I know! I’m confused, too.
The fact that Web3 is hard to define — I’ll try to do that in a bit — isn’t necessarily a bug. It’s a nascent idea floated by a mix of buzz, optimism, confusion, theological battles, and pure unadulterated speculation, which means it’s incredibly malleable. You can explain why Web3 is a fundamental remaking of the internet, and some people will take you very seriously. And you can argue that it’s an MLM scheme built to enrich people who are already rich, and find plenty of people nodding along.
What you can’t do, right now, is ignore Web3 if you work in or around tech. Because it’s all anybody has wanted to talk about for the past several months.
I see and hear Web3 pitches, debates, and dunks daily.
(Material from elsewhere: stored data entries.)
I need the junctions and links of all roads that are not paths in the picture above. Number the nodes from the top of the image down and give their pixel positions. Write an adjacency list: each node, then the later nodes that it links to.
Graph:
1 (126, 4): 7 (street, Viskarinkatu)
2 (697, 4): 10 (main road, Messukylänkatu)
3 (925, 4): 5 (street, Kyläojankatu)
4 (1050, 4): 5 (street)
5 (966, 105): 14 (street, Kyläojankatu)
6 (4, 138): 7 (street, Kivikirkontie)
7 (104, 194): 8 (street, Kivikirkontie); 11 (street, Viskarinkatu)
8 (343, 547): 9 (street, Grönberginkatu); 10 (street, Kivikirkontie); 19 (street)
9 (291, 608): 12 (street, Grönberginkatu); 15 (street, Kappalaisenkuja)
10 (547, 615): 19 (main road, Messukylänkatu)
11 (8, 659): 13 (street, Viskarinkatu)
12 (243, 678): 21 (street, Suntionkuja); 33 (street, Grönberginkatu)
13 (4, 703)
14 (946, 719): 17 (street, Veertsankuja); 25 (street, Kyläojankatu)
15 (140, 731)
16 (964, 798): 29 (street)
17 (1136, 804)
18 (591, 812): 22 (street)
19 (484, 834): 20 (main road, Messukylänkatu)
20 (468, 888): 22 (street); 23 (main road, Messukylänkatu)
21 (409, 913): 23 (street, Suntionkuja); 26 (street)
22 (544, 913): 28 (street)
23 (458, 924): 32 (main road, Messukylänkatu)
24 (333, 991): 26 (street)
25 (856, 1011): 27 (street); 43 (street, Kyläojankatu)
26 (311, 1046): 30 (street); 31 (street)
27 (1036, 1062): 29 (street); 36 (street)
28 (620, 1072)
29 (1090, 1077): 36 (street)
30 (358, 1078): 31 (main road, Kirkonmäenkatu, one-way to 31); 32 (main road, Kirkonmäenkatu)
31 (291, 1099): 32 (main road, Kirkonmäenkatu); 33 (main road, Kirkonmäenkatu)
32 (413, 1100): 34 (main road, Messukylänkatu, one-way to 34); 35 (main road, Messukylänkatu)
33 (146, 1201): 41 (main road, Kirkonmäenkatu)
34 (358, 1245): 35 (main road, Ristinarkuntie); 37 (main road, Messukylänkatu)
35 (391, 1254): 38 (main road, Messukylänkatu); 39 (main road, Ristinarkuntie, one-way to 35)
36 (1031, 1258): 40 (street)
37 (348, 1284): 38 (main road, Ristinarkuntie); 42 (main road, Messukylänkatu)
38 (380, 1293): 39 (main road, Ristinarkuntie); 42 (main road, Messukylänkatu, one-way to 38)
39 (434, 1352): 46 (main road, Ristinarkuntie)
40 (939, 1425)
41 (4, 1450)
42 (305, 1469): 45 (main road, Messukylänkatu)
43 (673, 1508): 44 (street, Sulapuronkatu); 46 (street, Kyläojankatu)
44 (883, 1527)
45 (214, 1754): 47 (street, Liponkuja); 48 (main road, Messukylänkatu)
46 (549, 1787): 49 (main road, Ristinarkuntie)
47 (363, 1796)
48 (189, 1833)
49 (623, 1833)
When I talk to investors, executives, or just people who work or dabble in tech, it usually takes them a minute or two to tell me — either with pride or embarrassment — that “they’ve gone down the rabbit hole” into Web3 and are convinced there’s something very Big and Important down there. Maybe the fact that the stock market in general — and the tech sector specifically — has been tumbling in recent weeks will cool interest in this stuff eventually. But it certainly hasn’t yet.
This week, for example, YouTube CEO Susan Wojcicki announced that Web3 represented a “previously unimaginable opportunity to grow the connection between creators and their fans”; on the same day, two of her executives announced they were leaving to join … Web3 companies.
This stuff also makes people irrationally angry — even by Twitter standards. Last month, we got to see Elon Musk team up with Jack Dorsey to have a Web3 Twitter spat/wrestling match with Marc Andreessen, perhaps Silicon Valley’s most prominent VC, and Chris Dixon, who works at Andreessen’s firm and may be the most prominent Web3 evangelist.
No surprise: These men have a lot to gain and lose, depending on the way this shakes out.”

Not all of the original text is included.